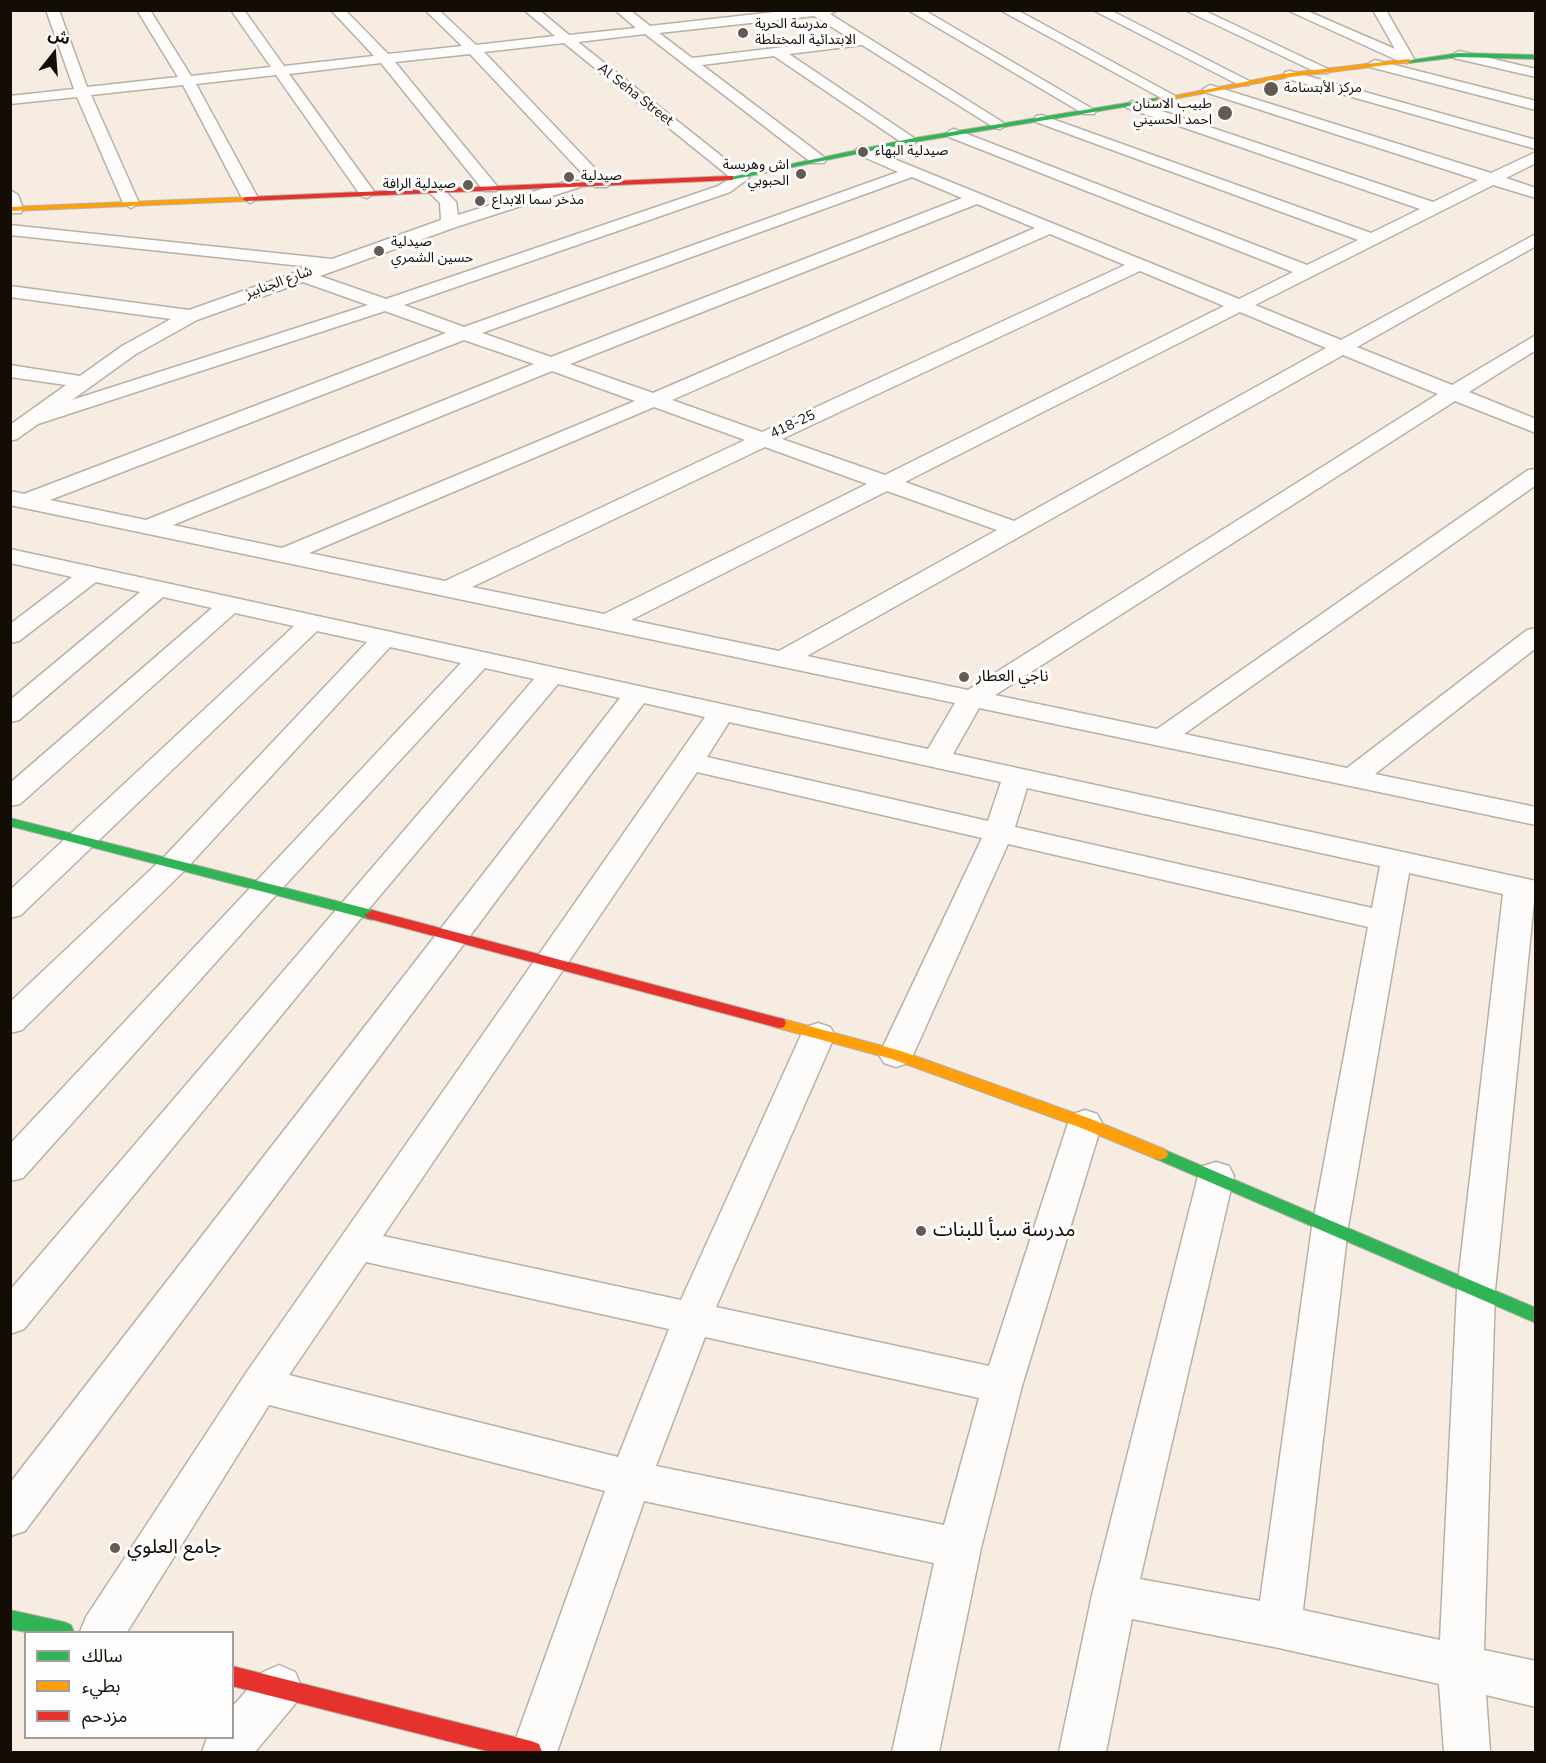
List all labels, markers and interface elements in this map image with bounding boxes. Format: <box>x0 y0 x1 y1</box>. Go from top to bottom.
place label: مدرسة الحرية الابتدائية المختلطة <box>755 17 856 50</box>
text: ش <box>46 23 73 51</box>
north arrow <box>24 24 84 84</box>
marker: مدرسة الحرية الابتدائية المختلطة <box>736 26 750 40</box>
street label: Al Seha Street <box>594 60 676 130</box>
marker: مركز الأبتسامة <box>1262 80 1280 98</box>
place label: مركز الأبتسامة <box>1284 81 1362 97</box>
place label: طبيب الاسنان احمد الحسيني <box>1133 97 1212 130</box>
marker: طبيب الاسنان احمد الحسيني <box>1216 104 1234 122</box>
place label: صيدلية البهاء <box>875 144 948 160</box>
marker: صيدلية البهاء <box>856 145 870 159</box>
place label: اش وهريسة الحبوبي <box>723 158 789 190</box>
marker: اش وهريسة الحبوبي <box>794 167 808 181</box>
place label: صيدلية <box>581 169 622 185</box>
marker: صيدلية <box>562 170 576 184</box>
place label: صيدلية الرافة <box>383 177 456 193</box>
marker: صيدلية الرافة <box>461 178 475 192</box>
place label: مذخر سما الابداع <box>492 193 584 209</box>
marker: مذخر سما الابداع <box>473 194 487 208</box>
place label: صيدلية حسين الشمري <box>391 235 473 268</box>
marker: صيدلية حسين الشمري <box>372 244 386 258</box>
street label: شارع الجنابيز <box>243 263 315 303</box>
street label: 418-25 <box>768 407 818 443</box>
place label: ناجي العطار <box>976 667 1048 687</box>
marker: ناجي العطار <box>957 670 971 684</box>
place label: مدرسة سبأ للبنات <box>933 1219 1075 1243</box>
marker: مدرسة سبأ للبنات <box>914 1224 928 1238</box>
place label: جامع العلوي <box>127 1536 222 1560</box>
marker: جامع العلوي <box>108 1541 122 1555</box>
legend <box>24 1631 234 1739</box>
text: سالك <box>82 1644 123 1668</box>
text: بطيء <box>82 1674 120 1698</box>
text: مزدحم <box>82 1704 127 1728</box>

━━━

TASK PROMPT >>
If a line in the data above includes the string "احمد", copy it.

TASK RESULT >>
place label: طبيب الاسنان احمد الحسيني <box>1133 97 1212 130</box>
marker: طبيب الاسنان احمد الحسيني <box>1216 104 1234 122</box>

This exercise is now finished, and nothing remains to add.